17th Istanbul Biennial to Build Cross-City Networks
The 17th Istanbul Biennial, slated to open on September 17 and run until November 20, 2022, will take place at multiple venues across the city, from the European district of Beyoğlu; Kadıköy, on the Asian shore; and in Fatih, on the historical peninsula. The venues include the Pera Museum and the 15th-century Turkish bath, the Küçük Mustafa Paşa Hammami which both hosted the Biennial in past editions, as well as new venues such as the Performistanbul Live Art Research Space and the Central Greek High School for Girls. Near Taksim Square, SAHA Studio, which runs a residency program, will present a special program for the Biennial. Among smaller spaces, Barın Han, the atelier of the modernist calligrapher and bookbinder Emin Barın will be open to Biennial visitors, while independent spaces such as arthereistanbul, an artspace founded by Syrian immigrant artists; Gashouse Museum, a former gas house recently revamped as a cultural center; and an independent radio station, Açık Radyo (Open Radio), that has operated for more than 20 years, are contributing to the Biennial’s programs. Led by curator Ute Meta Bauer, artist Amar Kanwar, and art historian David Teh, the 17th Istanbul Biennial is seeking to build longer-term networks in spite of the many challenges the city has faced in recent years.

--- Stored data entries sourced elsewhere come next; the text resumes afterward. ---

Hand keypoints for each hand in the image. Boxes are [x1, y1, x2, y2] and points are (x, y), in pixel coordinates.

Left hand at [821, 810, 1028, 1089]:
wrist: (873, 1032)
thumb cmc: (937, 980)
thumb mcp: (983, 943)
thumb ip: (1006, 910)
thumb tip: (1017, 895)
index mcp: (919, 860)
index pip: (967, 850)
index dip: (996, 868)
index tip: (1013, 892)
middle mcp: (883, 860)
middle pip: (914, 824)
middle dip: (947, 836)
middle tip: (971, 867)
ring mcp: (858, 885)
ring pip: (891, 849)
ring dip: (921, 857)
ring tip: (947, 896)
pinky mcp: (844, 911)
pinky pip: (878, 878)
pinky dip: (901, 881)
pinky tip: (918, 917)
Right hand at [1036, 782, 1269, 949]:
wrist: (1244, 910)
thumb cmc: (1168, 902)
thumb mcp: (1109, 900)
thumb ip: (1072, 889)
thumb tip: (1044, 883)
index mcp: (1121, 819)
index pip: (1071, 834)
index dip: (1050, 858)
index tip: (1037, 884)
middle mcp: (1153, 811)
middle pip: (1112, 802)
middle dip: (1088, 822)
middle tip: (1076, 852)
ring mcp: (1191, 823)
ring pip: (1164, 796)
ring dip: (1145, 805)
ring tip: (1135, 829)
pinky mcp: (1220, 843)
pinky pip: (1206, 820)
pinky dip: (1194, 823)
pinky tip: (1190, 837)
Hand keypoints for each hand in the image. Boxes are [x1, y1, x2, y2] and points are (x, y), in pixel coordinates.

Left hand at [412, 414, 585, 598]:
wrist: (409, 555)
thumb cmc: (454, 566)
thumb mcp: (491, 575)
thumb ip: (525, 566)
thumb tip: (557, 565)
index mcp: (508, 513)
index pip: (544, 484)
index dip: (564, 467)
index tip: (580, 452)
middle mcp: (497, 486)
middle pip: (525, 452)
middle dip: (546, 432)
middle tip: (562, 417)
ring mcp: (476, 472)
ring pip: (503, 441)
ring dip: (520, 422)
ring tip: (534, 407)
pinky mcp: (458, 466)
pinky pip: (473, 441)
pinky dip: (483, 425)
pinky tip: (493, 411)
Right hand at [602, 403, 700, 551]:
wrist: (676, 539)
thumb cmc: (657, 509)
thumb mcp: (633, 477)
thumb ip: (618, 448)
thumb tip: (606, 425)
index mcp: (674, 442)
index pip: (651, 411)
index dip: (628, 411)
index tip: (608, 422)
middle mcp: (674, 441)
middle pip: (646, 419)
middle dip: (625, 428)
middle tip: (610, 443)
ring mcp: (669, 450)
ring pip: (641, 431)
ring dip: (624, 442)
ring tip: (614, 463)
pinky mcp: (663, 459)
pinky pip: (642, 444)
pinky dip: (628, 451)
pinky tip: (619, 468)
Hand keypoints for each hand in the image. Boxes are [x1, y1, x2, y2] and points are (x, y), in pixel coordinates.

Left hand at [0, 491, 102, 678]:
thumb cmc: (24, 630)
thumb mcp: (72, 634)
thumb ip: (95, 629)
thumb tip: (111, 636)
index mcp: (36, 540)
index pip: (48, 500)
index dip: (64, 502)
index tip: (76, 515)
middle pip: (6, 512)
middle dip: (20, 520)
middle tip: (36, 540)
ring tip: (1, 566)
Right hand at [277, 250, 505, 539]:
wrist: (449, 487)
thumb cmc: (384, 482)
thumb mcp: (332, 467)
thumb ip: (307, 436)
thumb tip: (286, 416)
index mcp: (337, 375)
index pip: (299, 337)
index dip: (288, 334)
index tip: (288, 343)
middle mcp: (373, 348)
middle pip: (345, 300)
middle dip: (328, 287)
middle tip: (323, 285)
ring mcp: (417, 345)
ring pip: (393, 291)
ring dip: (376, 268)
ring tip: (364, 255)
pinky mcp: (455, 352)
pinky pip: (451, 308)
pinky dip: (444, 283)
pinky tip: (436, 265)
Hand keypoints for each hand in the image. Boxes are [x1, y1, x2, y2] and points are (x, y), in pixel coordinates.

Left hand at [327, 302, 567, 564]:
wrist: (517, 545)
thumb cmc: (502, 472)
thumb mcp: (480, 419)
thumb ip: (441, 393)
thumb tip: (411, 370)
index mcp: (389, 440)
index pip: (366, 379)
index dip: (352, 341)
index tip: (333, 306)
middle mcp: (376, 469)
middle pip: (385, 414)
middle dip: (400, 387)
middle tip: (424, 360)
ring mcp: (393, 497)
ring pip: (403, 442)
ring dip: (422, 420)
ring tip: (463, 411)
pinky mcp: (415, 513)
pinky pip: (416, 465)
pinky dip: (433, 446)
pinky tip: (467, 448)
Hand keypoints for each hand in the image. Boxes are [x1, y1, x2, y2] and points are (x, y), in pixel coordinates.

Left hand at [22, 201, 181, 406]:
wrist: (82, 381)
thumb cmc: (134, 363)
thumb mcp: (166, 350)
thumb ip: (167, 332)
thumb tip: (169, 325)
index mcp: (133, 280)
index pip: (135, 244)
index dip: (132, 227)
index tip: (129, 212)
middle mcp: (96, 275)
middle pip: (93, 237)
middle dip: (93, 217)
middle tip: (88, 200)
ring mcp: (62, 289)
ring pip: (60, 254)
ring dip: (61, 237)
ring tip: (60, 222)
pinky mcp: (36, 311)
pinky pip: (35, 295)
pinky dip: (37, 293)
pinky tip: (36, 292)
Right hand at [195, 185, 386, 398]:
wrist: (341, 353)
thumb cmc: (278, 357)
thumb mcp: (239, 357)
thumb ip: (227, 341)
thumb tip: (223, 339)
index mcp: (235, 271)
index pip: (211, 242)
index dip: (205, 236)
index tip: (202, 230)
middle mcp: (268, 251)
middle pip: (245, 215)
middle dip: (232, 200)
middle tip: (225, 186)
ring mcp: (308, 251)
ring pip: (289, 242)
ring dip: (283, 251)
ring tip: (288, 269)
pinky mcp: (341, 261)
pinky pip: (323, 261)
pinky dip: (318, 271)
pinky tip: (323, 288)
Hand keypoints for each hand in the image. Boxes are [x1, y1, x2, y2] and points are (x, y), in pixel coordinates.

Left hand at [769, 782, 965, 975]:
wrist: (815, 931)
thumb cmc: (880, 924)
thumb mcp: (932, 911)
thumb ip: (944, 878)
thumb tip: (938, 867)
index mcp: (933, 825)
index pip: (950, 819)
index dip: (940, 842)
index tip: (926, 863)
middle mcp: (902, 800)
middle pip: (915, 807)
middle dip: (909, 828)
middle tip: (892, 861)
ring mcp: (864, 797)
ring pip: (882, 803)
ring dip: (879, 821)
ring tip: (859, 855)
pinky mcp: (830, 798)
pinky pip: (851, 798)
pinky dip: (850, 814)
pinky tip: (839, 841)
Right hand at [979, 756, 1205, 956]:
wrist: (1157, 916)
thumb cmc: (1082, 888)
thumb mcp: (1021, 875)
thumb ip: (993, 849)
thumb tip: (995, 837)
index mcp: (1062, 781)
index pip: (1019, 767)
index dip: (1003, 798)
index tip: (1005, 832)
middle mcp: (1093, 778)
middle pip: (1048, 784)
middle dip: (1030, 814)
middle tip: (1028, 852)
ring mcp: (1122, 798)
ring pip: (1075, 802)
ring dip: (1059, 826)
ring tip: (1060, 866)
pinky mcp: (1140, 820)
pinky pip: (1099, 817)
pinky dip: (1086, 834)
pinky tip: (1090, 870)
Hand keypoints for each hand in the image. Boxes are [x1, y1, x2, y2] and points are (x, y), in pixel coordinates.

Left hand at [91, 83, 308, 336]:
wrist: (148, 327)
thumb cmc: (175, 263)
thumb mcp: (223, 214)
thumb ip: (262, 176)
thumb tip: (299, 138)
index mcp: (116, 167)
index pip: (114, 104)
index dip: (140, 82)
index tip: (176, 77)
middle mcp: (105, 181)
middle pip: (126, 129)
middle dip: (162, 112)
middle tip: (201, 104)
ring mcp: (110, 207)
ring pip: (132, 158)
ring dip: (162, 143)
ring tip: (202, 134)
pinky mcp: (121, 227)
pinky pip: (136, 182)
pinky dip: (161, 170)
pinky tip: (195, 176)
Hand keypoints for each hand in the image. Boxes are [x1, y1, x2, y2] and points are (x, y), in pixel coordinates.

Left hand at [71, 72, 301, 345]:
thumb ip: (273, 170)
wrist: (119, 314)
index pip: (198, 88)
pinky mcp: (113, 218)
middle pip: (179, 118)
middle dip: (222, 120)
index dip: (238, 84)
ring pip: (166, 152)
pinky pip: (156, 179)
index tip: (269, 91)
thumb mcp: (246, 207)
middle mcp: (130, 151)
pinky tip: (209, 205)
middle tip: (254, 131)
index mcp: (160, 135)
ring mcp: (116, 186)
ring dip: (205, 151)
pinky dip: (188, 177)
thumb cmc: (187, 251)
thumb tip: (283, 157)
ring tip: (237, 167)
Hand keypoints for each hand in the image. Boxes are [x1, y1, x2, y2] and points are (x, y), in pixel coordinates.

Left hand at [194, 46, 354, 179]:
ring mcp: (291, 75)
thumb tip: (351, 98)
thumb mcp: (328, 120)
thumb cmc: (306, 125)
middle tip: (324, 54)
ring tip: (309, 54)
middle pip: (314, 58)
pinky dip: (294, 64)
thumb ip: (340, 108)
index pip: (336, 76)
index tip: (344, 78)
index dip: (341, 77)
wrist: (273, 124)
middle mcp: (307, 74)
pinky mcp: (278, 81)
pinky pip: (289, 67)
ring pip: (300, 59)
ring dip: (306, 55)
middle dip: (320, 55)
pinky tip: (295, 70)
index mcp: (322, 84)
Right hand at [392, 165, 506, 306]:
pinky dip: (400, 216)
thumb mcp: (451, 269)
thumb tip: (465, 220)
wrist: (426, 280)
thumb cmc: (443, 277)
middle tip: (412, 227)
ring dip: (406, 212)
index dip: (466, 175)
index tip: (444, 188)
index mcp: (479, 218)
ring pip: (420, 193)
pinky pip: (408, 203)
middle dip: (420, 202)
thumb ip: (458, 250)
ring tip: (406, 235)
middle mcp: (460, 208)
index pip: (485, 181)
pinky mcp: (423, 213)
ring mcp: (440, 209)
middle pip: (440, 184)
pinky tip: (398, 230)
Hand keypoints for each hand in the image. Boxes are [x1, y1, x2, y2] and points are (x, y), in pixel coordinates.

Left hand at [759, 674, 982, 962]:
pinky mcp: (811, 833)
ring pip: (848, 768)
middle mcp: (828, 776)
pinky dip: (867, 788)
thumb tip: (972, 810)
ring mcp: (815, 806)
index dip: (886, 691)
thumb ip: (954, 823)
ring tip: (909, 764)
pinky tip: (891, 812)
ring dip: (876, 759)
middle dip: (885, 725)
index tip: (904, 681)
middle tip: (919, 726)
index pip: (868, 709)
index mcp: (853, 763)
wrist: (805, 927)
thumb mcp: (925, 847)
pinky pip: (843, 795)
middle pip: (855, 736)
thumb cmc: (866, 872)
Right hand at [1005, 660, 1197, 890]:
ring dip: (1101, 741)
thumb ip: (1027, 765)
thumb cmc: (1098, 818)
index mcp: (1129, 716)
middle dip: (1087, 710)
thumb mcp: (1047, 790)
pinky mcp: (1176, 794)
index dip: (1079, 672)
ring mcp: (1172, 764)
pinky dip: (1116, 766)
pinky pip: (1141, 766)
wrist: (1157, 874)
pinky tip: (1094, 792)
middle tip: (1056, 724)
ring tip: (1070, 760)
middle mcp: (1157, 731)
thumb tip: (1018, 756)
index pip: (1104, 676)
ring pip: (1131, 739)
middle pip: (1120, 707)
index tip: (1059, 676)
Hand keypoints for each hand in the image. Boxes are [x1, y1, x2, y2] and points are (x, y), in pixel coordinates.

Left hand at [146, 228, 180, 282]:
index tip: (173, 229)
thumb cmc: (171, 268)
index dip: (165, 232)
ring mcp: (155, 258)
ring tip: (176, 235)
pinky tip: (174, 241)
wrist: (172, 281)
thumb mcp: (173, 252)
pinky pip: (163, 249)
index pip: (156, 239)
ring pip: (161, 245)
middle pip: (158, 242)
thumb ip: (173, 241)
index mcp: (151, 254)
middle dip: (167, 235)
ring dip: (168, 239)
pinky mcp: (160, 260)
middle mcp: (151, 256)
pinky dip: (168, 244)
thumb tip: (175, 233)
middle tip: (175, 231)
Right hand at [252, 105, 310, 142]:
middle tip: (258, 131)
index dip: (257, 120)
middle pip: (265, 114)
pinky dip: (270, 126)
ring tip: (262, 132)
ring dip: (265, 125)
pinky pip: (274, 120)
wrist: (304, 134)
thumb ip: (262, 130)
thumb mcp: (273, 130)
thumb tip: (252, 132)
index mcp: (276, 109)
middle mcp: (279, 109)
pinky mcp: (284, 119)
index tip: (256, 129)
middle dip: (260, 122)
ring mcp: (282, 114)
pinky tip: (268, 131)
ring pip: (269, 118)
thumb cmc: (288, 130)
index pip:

Sydney Modern Reveals Nine International Commissions for 2022 Debut
The Sydney Modern Project, which is the expansion project and public art program launched by the Art Gallery of New South Wales (AGNSW), has commissioned nine artists to produce new works for the museum when it opens its new building complex overlooking Sydney’s harbor. The list includes artists from Australia such as Lorraine Connelly-Northey, Karla Dickens, Simryn Gill, Jonathan Jones, and Richard Lewer, as well as artists from the Asia-Pacific region including Yayoi Kusama, Lee Mingwei, Lisa Reihana, and Francis Upritchard. Among these new commissions, Wiradjuri and Kamilaroi artist Jonathan Jones’s work will be situated in the expanded area between AGNSW’s new and older buildings and responds to the history of the site on Gadigal land. The new building designed by Japanese architects SANAA and the new public art garden are expected to open later this year.
Golden Hibiscus Awards Announced at Hawai‘i Triennial
The Hawai‘i Triennial 2022 (HT22) named the artist collective ‘Elepaio Press, comprising members Mark Hamasaki and Richard Hamaski and active since 1976, as the recipients of the USD 10,000 Golden Hibiscus Award. Jury member and curator of collections at the City and County of Honolulu, Marion Cadora commented: “The work of ‘Elepaio Press coincided not only with the larger Hawaiian renaissance from 1970s–1990s, but also decolonization movements throughout Oceania. . .Collectively, this body of work presents a powerful presentation of parallel acts of resistance and politics occurring in different times and spaces.” The Karrabing Film Collective, Aboriginal filmmakers from Australia’s Northern Territory, received the Golden Hibiscus Award Honorable Mention of USD 1,000.